À Molenbeek : une autre lutte des clans affaiblit le PS à Bruxelles.

  • Y a-t-il encore une pilote dans l’avion ? À Molenbeek, la bourgmestre Catherine Moureaux (PS) est en repos depuis le 19 octobre. Et alors qu’elle annonçait début décembre son retour pour « bientôt », voilà qu’elle a fait prolonger son certificat médical jusqu’au 7 janvier 2024.
  • Il est là encore question d’une lutte des clans qui oppose la bourgmestre à son administration et à son échevin, Abdallah Achaoui. Ce dernier et plusieurs fonctionnaires accusent Moureaux de violences et d’intimidations physiques, ce que la bourgmestre a toujours nié, pointant du doigt du « harcèlement » et de la « diffamation ». Achaoui accuse la bourgmestre de l’avoir saisi par le cou pour l’expulser de son bureau. « Elle a littéralement pété les plombs », expliquait un initié dans La Capitale, en octobre dernier.
  • À Molenbeek l’atmosphère est pesante depuis longtemps. Les conseils communaux houleux s’enchainent et la bourgmestre semble avoir perdu le contrôle de sa majorité. Elle n’est plus soutenue par le MR et affaiblie par ses propres troupes. Il faut y ajouter des problèmes de gestion financière de la commune et des pratiques de mauvaise gouvernance à répétition, qui ont émaillé toute la législature.
  • L’opposition craint que Moureaux ne revienne jamais et appelle la bourgmestre à démissionner. Elle intime aussi le PS à nommer quelqu’un d’autre, jusqu’aux prochaines élections. Quoi qu’il en soit, cela donne une très mauvaise image du PS, comme parti qui peut gérer les affaires publiques.

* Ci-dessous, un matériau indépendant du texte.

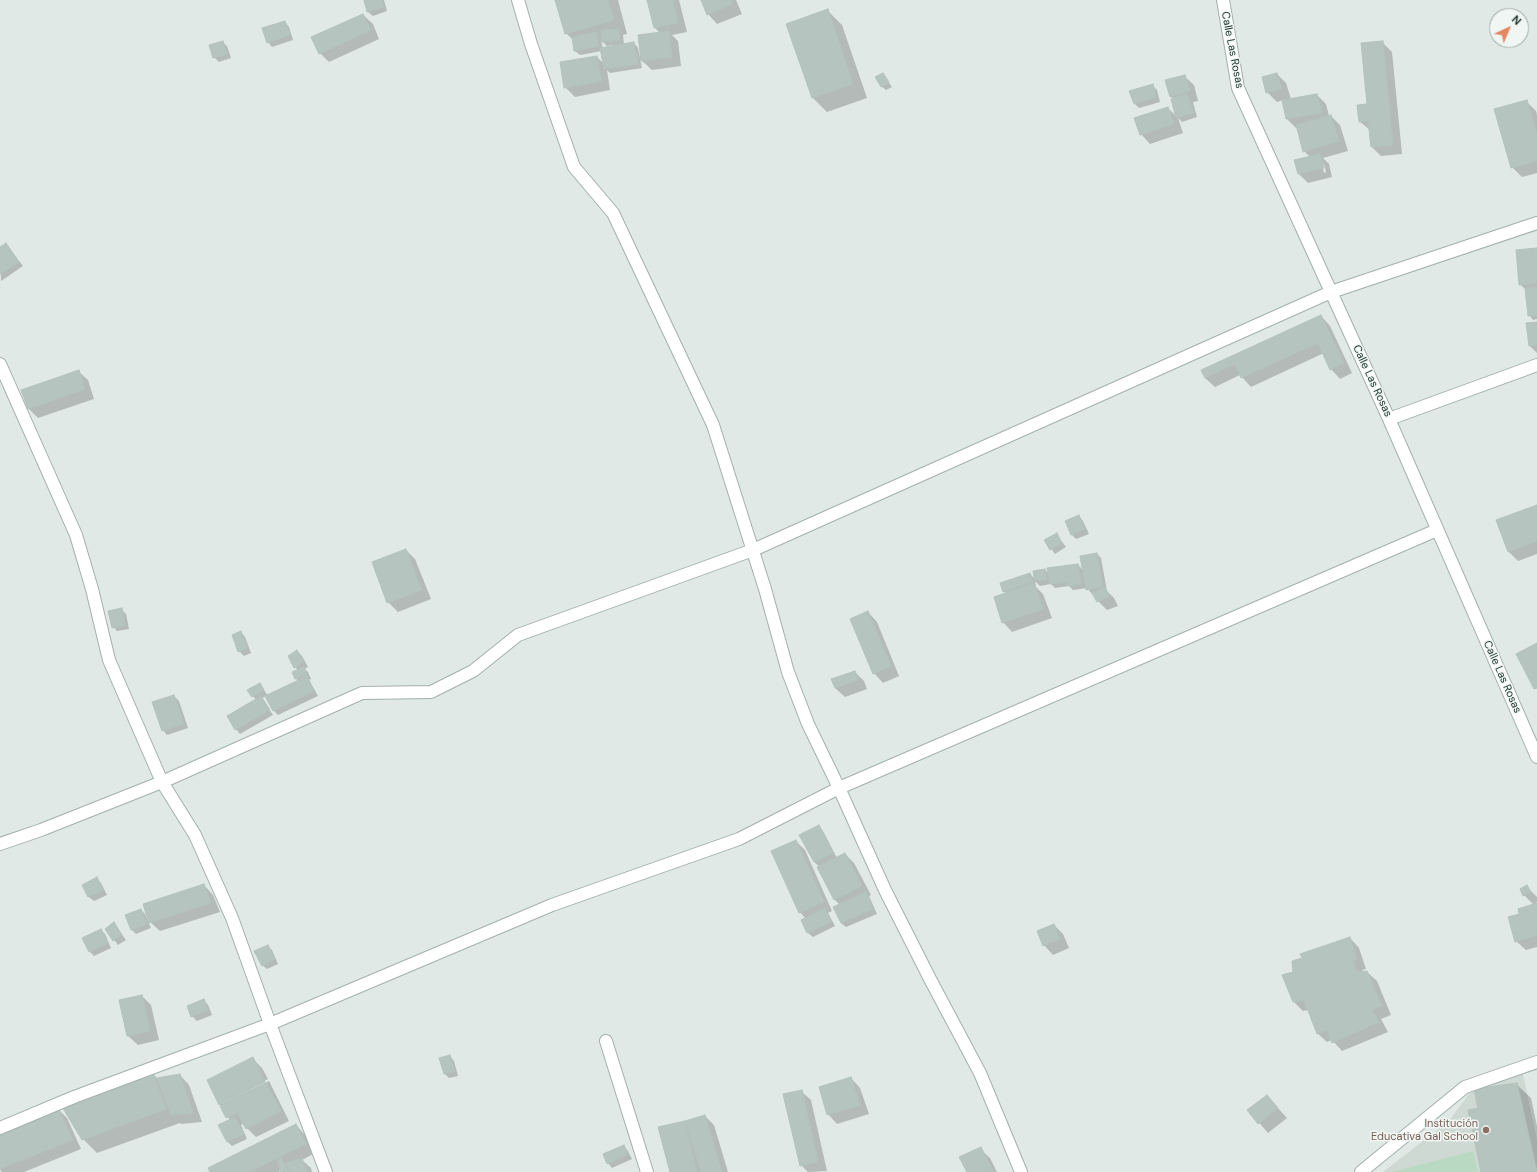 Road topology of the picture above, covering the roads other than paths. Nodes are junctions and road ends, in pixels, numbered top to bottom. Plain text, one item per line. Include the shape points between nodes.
1 (518, 0) edge
2 (1223, 0) edge
3 (1537, 223) edge
4 (1331, 292) junction
5 (0, 364) edge
6 (1537, 365) edge
7 (1389, 419) junction
8 (1438, 530) junction
9 (753, 550) junction
10 (1537, 757) edge
11 (162, 782) junction
12 (839, 788) junction
13 (0, 844) edge
14 (270, 1024) junction
15 (606, 1041) dead end
16 (1537, 1062) edge
17 (0, 1128) edge
18 (326, 1172) edge
19 (648, 1172) edge
20 (1021, 1172) edge
21 (1361, 1172) edge

1 - 9 street via 574,167 614,213 712,425
2 - 4 street, Calle Las Rosas via 1238,88
3 - 4 street
4 - 7 street, Calle Las Rosas
4 - 9 street
5 - 11 street via 76,535 109,660
6 - 7 street
7 - 8 street, Calle Las Rosas
8 - 10 street, Calle Las Rosas
8 - 12 street
9 - 11 street via 518,635 473,671 431,692 362,693
9 - 12 street via 788,672 808,724
11 - 13 street
11 - 14 street via 195,835 232,918
12 - 14 street via 739,839 552,905
12 - 20 street via 885,890 980,1073
14 - 17 street via 74,1097
14 - 18 street
15 - 19 street
16 - 21 street via 1465,1087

Le Grand Baromètre : un contraste saisissant entre la Wallonie et Bruxelles.

  • Une chute de 20 à 15,7% pour le PS, de la 2e à la 4e place dans la capitale. C’est le résultat du dernier sondage par rapport au score des élections de mai 2019. Le dernier sondage favorable pour le PS, à Bruxelles, remonte à décembre 2022, quand il plaçait les socialistes comme première force politique de la capitale, à près de 23%.
  • Il est toujours difficile d’expliquer des sondages, mais il est un fait que c’est le PTB qui en a le plus profité. Les communistes deviennent virtuellement la première force politique de la capitale, à 19,3%. Leur percée par rapport au sondage du mois de septembre coïncide avec la chute du PS dans le même laps de temps. Parmi les explications avancées, il se pourrait que le PTB capitalise plus sur le contexte international et l’éclatement de la guerre que mène Israël à Gaza.
  • Car il est édifiant de constater qu’on assiste à un processus tout à fait inverse en Wallonie. Le PS résiste à la première place en Wallonie (23,9%) alors que le PTB s’écroule de 20 à 14% d’intentions de vote entre septembre et décembre, prenant la 4e place derrière, le MR et Ecolo. Plus que jamais, les scrutins wallons et bruxellois semblent montrer leur différence.
  • Ahmed Laaouej a peut-être gagné la lutte des clans, mais il aura fort à faire pour redresser la barre, face au PTB et à un MR en progression.